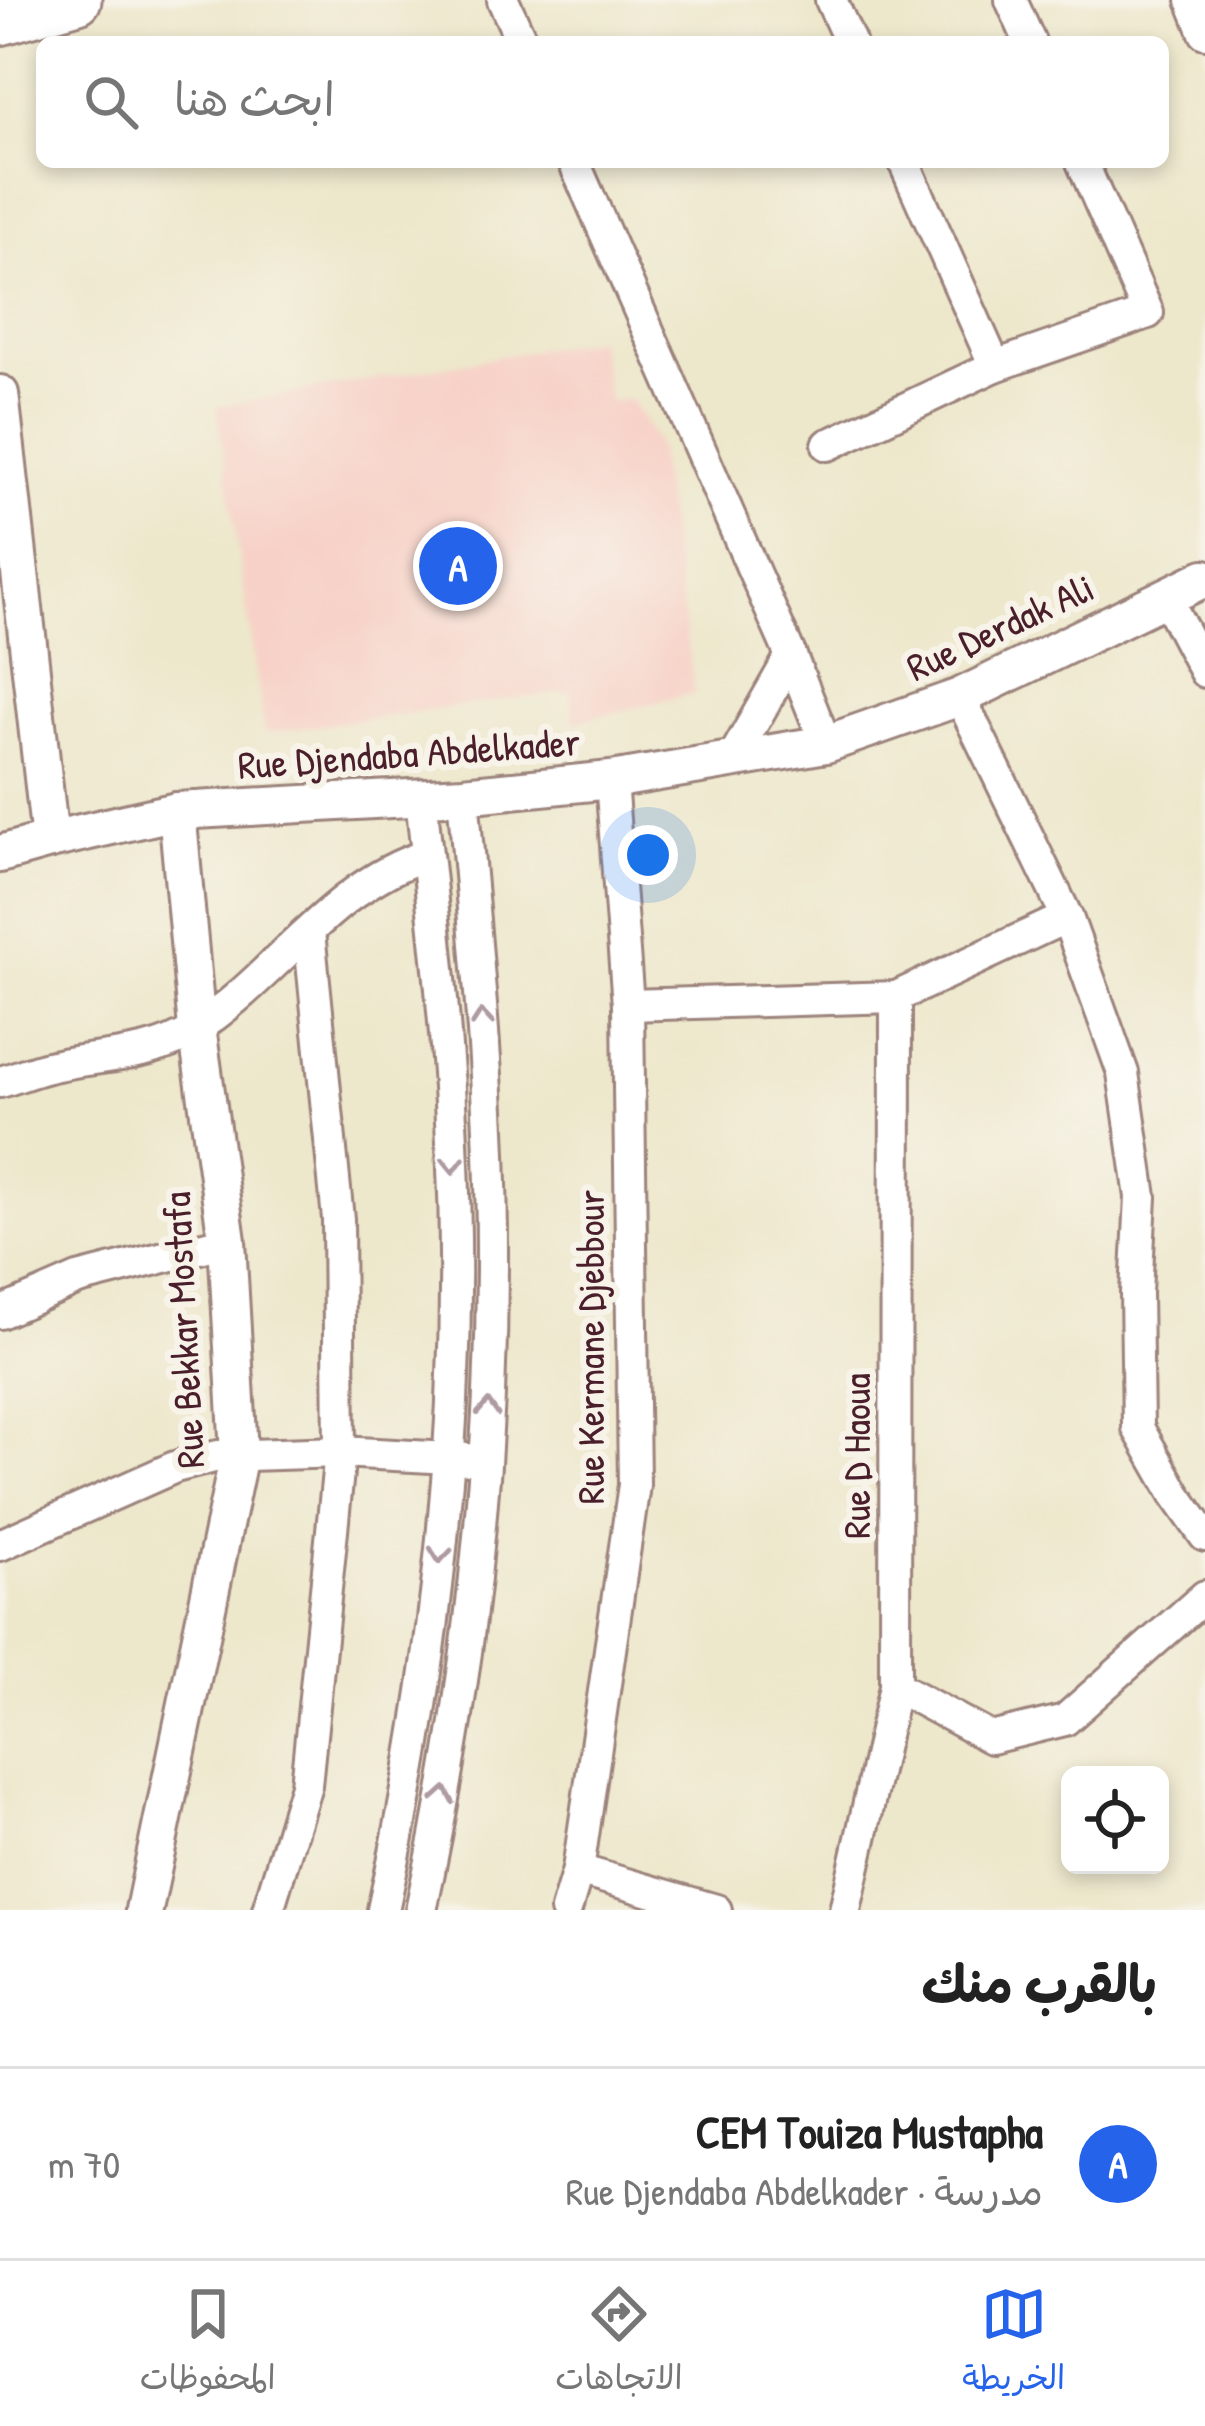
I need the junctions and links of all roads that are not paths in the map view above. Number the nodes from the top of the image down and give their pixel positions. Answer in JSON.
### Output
{"nodes":[{"id":1,"x":79,"y":0,"type":"edge"},
{"id":2,"x":503,"y":0,"type":"edge"},
{"id":3,"x":831,"y":0,"type":"edge"},
{"id":4,"x":1011,"y":0,"type":"edge"},
{"id":5,"x":1192,"y":0,"type":"edge"},
{"id":6,"x":0,"y":22,"type":"edge"},
{"id":7,"x":1205,"y":33,"type":"edge"},
{"id":8,"x":519,"y":36,"type":"edge"},
{"id":9,"x":847,"y":36,"type":"edge"},
{"id":10,"x":1027,"y":36,"type":"edge"},
{"id":11,"x":577,"y":168,"type":"edge"},
{"id":12,"x":907,"y":168,"type":"edge"},
{"id":13,"x":1085,"y":168,"type":"edge"},
{"id":14,"x":995,"y":366,"type":"junction"},
{"id":15,"x":0,"y":394,"type":"edge"},
{"id":16,"x":829,"y":444,"type":"dead end"},
{"id":17,"x":1205,"y":578,"type":"edge"},
{"id":18,"x":1165,"y":596,"type":"junction"},
{"id":19,"x":791,"y":656,"type":"junction"},
{"id":20,"x":1205,"y":672,"type":"edge"},
{"id":21,"x":960,"y":697,"type":"junction"},
{"id":22,"x":826,"y":744,"type":"junction"},
{"id":23,"x":732,"y":760,"type":"junction"},
{"id":24,"x":610,"y":780,"type":"junction"},
{"id":25,"x":463,"y":795,"type":"junction"},
{"id":26,"x":421,"y":798,"type":"junction"},
{"id":27,"x":177,"y":811,"type":"junction"},
{"id":28,"x":50,"y":840,"type":"junction"},
{"id":29,"x":0,"y":854,"type":"edge"},
{"id":30,"x":427,"y":855,"type":"junction"},
{"id":31,"x":1067,"y":916,"type":"junction"},
{"id":32,"x":309,"y":932,"type":"junction"},
{"id":33,"x":896,"y":997,"type":"junction"},
{"id":34,"x":628,"y":1005,"type":"junction"},
{"id":35,"x":197,"y":1028,"type":"junction"},
{"id":36,"x":0,"y":1082,"type":"edge"},
{"id":37,"x":227,"y":1241,"type":"junction"},
{"id":38,"x":0,"y":1312,"type":"edge"},
{"id":39,"x":340,"y":1453,"type":"junction"},
{"id":40,"x":239,"y":1454,"type":"junction"},
{"id":41,"x":449,"y":1458,"type":"junction"},
{"id":42,"x":485,"y":1460,"type":"junction"},
{"id":43,"x":1205,"y":1536,"type":"edge"},
{"id":44,"x":0,"y":1545,"type":"edge"},
{"id":45,"x":1205,"y":1596,"type":"edge"},
{"id":46,"x":895,"y":1686,"type":"junction"},
{"id":47,"x":578,"y":1870,"type":"junction"},
{"id":48,"x":144,"y":1910,"type":"edge"},
{"id":49,"x":268,"y":1910,"type":"edge"},
{"id":50,"x":383,"y":1910,"type":"edge"},
{"id":51,"x":421,"y":1910,"type":"edge"},
{"id":52,"x":566,"y":1910,"type":"edge"},
{"id":53,"x":716,"y":1910,"type":"edge"},
{"id":54,"x":845,"y":1910,"type":"edge"}],
"edges":[{"from":1,"to":6,"type":"main road"},
{"from":2,"to":8,"type":"street"},
{"from":3,"to":9,"type":"street"},
{"from":4,"to":10,"type":"street"},
{"from":5,"to":7,"type":"street"},
{"from":11,"to":19,"type":"street"},
{"from":12,"to":14,"type":"street"},
{"from":13,"to":14,"type":"street"},
{"from":14,"to":16,"type":"street"},
{"from":15,"to":28,"type":"street"},
{"from":17,"to":18,"type":"street","name":"Rue Derdak Ali"},
{"from":18,"to":20,"type":"street"},
{"from":18,"to":21,"type":"street","name":"Rue Derdak Ali"},
{"from":19,"to":22,"type":"street"},
{"from":19,"to":23,"type":"street"},
{"from":21,"to":22,"type":"street","name":"Rue Derdak Ali"},
{"from":21,"to":31,"type":"street"},
{"from":22,"to":23,"type":"street","name":"Rue Djendaba Abdelkader"},
{"from":23,"to":24,"type":"street","name":"Rue Djendaba Abdelkader"},
{"from":24,"to":25,"type":"street","name":"Rue Djendaba Abdelkader"},
{"from":24,"to":34,"type":"street","name":"Rue Kermane Djebbour"},
{"from":25,"to":26,"type":"street","name":"Rue Djendaba Abdelkader"},
{"from":42,"to":25,"type":"street","one_way":true},
{"from":26,"to":27,"type":"street","name":"Rue Djendaba Abdelkader"},
{"from":26,"to":30,"type":"street"},
{"from":27,"to":28,"type":"street","name":"Rue Djendaba Abdelkader"},
{"from":27,"to":35,"type":"street","name":"Rue Bekkar Mostafa"},
{"from":28,"to":29,"type":"street","name":"Rue Djendaba Abdelkader"},
{"from":30,"to":32,"type":"street"},
{"from":30,"to":41,"type":"street","one_way":true},
{"from":31,"to":33,"type":"street"},
{"from":31,"to":43,"type":"street"},
{"from":32,"to":35,"type":"street"},
{"from":32,"to":39,"type":"street"},
{"from":33,"to":34,"type":"street"},
{"from":33,"to":46,"type":"street","name":"Rue D Haoua"},
{"from":34,"to":47,"type":"street","name":"Rue Kermane Djebbour"},
{"from":35,"to":36,"type":"street"},
{"from":35,"to":37,"type":"street","name":"Rue Bekkar Mostafa"},
{"from":37,"to":38,"type":"street"},
{"from":37,"to":40,"type":"street","name":"Rue Bekkar Mostafa"},
{"from":39,"to":40,"type":"street"},
{"from":39,"to":41,"type":"street"},
{"from":39,"to":49,"type":"street"},
{"from":40,"to":44,"type":"street"},
{"from":40,"to":48,"type":"street","name":"Rue Bekkar Mostafa"},
{"from":41,"to":42,"type":"street"},
{"from":41,"to":50,"type":"street","one_way":true},
{"from":51,"to":42,"type":"street","one_way":true},
{"from":45,"to":46,"type":"street"},
{"from":46,"to":54,"type":"street","name":"Rue D Haoua"},
{"from":47,"to":52,"type":"street","name":"Rue Kermane Djebbour"},
{"from":47,"to":53,"type":"street"}]}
━━━━━━━━━━━━━━━━━━━━━━━━━━━━━━
» WHAT IS REQUIRED:
With the images omitted, retype the records above exactly.

» SOLVED PROBLEM:
I need the junctions and links of all roads that are not paths in the map view above. Number the nodes from the top of the image down and give their pixel positions. Answer in JSON.
### Output
{"nodes":[{"id":1,"x":79,"y":0,"type":"edge"},
{"id":2,"x":503,"y":0,"type":"edge"},
{"id":3,"x":831,"y":0,"type":"edge"},
{"id":4,"x":1011,"y":0,"type":"edge"},
{"id":5,"x":1192,"y":0,"type":"edge"},
{"id":6,"x":0,"y":22,"type":"edge"},
{"id":7,"x":1205,"y":33,"type":"edge"},
{"id":8,"x":519,"y":36,"type":"edge"},
{"id":9,"x":847,"y":36,"type":"edge"},
{"id":10,"x":1027,"y":36,"type":"edge"},
{"id":11,"x":577,"y":168,"type":"edge"},
{"id":12,"x":907,"y":168,"type":"edge"},
{"id":13,"x":1085,"y":168,"type":"edge"},
{"id":14,"x":995,"y":366,"type":"junction"},
{"id":15,"x":0,"y":394,"type":"edge"},
{"id":16,"x":829,"y":444,"type":"dead end"},
{"id":17,"x":1205,"y":578,"type":"edge"},
{"id":18,"x":1165,"y":596,"type":"junction"},
{"id":19,"x":791,"y":656,"type":"junction"},
{"id":20,"x":1205,"y":672,"type":"edge"},
{"id":21,"x":960,"y":697,"type":"junction"},
{"id":22,"x":826,"y":744,"type":"junction"},
{"id":23,"x":732,"y":760,"type":"junction"},
{"id":24,"x":610,"y":780,"type":"junction"},
{"id":25,"x":463,"y":795,"type":"junction"},
{"id":26,"x":421,"y":798,"type":"junction"},
{"id":27,"x":177,"y":811,"type":"junction"},
{"id":28,"x":50,"y":840,"type":"junction"},
{"id":29,"x":0,"y":854,"type":"edge"},
{"id":30,"x":427,"y":855,"type":"junction"},
{"id":31,"x":1067,"y":916,"type":"junction"},
{"id":32,"x":309,"y":932,"type":"junction"},
{"id":33,"x":896,"y":997,"type":"junction"},
{"id":34,"x":628,"y":1005,"type":"junction"},
{"id":35,"x":197,"y":1028,"type":"junction"},
{"id":36,"x":0,"y":1082,"type":"edge"},
{"id":37,"x":227,"y":1241,"type":"junction"},
{"id":38,"x":0,"y":1312,"type":"edge"},
{"id":39,"x":340,"y":1453,"type":"junction"},
{"id":40,"x":239,"y":1454,"type":"junction"},
{"id":41,"x":449,"y":1458,"type":"junction"},
{"id":42,"x":485,"y":1460,"type":"junction"},
{"id":43,"x":1205,"y":1536,"type":"edge"},
{"id":44,"x":0,"y":1545,"type":"edge"},
{"id":45,"x":1205,"y":1596,"type":"edge"},
{"id":46,"x":895,"y":1686,"type":"junction"},
{"id":47,"x":578,"y":1870,"type":"junction"},
{"id":48,"x":144,"y":1910,"type":"edge"},
{"id":49,"x":268,"y":1910,"type":"edge"},
{"id":50,"x":383,"y":1910,"type":"edge"},
{"id":51,"x":421,"y":1910,"type":"edge"},
{"id":52,"x":566,"y":1910,"type":"edge"},
{"id":53,"x":716,"y":1910,"type":"edge"},
{"id":54,"x":845,"y":1910,"type":"edge"}],
"edges":[{"from":1,"to":6,"type":"main road"},
{"from":2,"to":8,"type":"street"},
{"from":3,"to":9,"type":"street"},
{"from":4,"to":10,"type":"street"},
{"from":5,"to":7,"type":"street"},
{"from":11,"to":19,"type":"street"},
{"from":12,"to":14,"type":"street"},
{"from":13,"to":14,"type":"street"},
{"from":14,"to":16,"type":"street"},
{"from":15,"to":28,"type":"street"},
{"from":17,"to":18,"type":"street","name":"Rue Derdak Ali"},
{"from":18,"to":20,"type":"street"},
{"from":18,"to":21,"type":"street","name":"Rue Derdak Ali"},
{"from":19,"to":22,"type":"street"},
{"from":19,"to":23,"type":"street"},
{"from":21,"to":22,"type":"street","name":"Rue Derdak Ali"},
{"from":21,"to":31,"type":"street"},
{"from":22,"to":23,"type":"street","name":"Rue Djendaba Abdelkader"},
{"from":23,"to":24,"type":"street","name":"Rue Djendaba Abdelkader"},
{"from":24,"to":25,"type":"street","name":"Rue Djendaba Abdelkader"},
{"from":24,"to":34,"type":"street","name":"Rue Kermane Djebbour"},
{"from":25,"to":26,"type":"street","name":"Rue Djendaba Abdelkader"},
{"from":42,"to":25,"type":"street","one_way":true},
{"from":26,"to":27,"type":"street","name":"Rue Djendaba Abdelkader"},
{"from":26,"to":30,"type":"street"},
{"from":27,"to":28,"type":"street","name":"Rue Djendaba Abdelkader"},
{"from":27,"to":35,"type":"street","name":"Rue Bekkar Mostafa"},
{"from":28,"to":29,"type":"street","name":"Rue Djendaba Abdelkader"},
{"from":30,"to":32,"type":"street"},
{"from":30,"to":41,"type":"street","one_way":true},
{"from":31,"to":33,"type":"street"},
{"from":31,"to":43,"type":"street"},
{"from":32,"to":35,"type":"street"},
{"from":32,"to":39,"type":"street"},
{"from":33,"to":34,"type":"street"},
{"from":33,"to":46,"type":"street","name":"Rue D Haoua"},
{"from":34,"to":47,"type":"street","name":"Rue Kermane Djebbour"},
{"from":35,"to":36,"type":"street"},
{"from":35,"to":37,"type":"street","name":"Rue Bekkar Mostafa"},
{"from":37,"to":38,"type":"street"},
{"from":37,"to":40,"type":"street","name":"Rue Bekkar Mostafa"},
{"from":39,"to":40,"type":"street"},
{"from":39,"to":41,"type":"street"},
{"from":39,"to":49,"type":"street"},
{"from":40,"to":44,"type":"street"},
{"from":40,"to":48,"type":"street","name":"Rue Bekkar Mostafa"},
{"from":41,"to":42,"type":"street"},
{"from":41,"to":50,"type":"street","one_way":true},
{"from":51,"to":42,"type":"street","one_way":true},
{"from":45,"to":46,"type":"street"},
{"from":46,"to":54,"type":"street","name":"Rue D Haoua"},
{"from":47,"to":52,"type":"street","name":"Rue Kermane Djebbour"},
{"from":47,"to":53,"type":"street"}]}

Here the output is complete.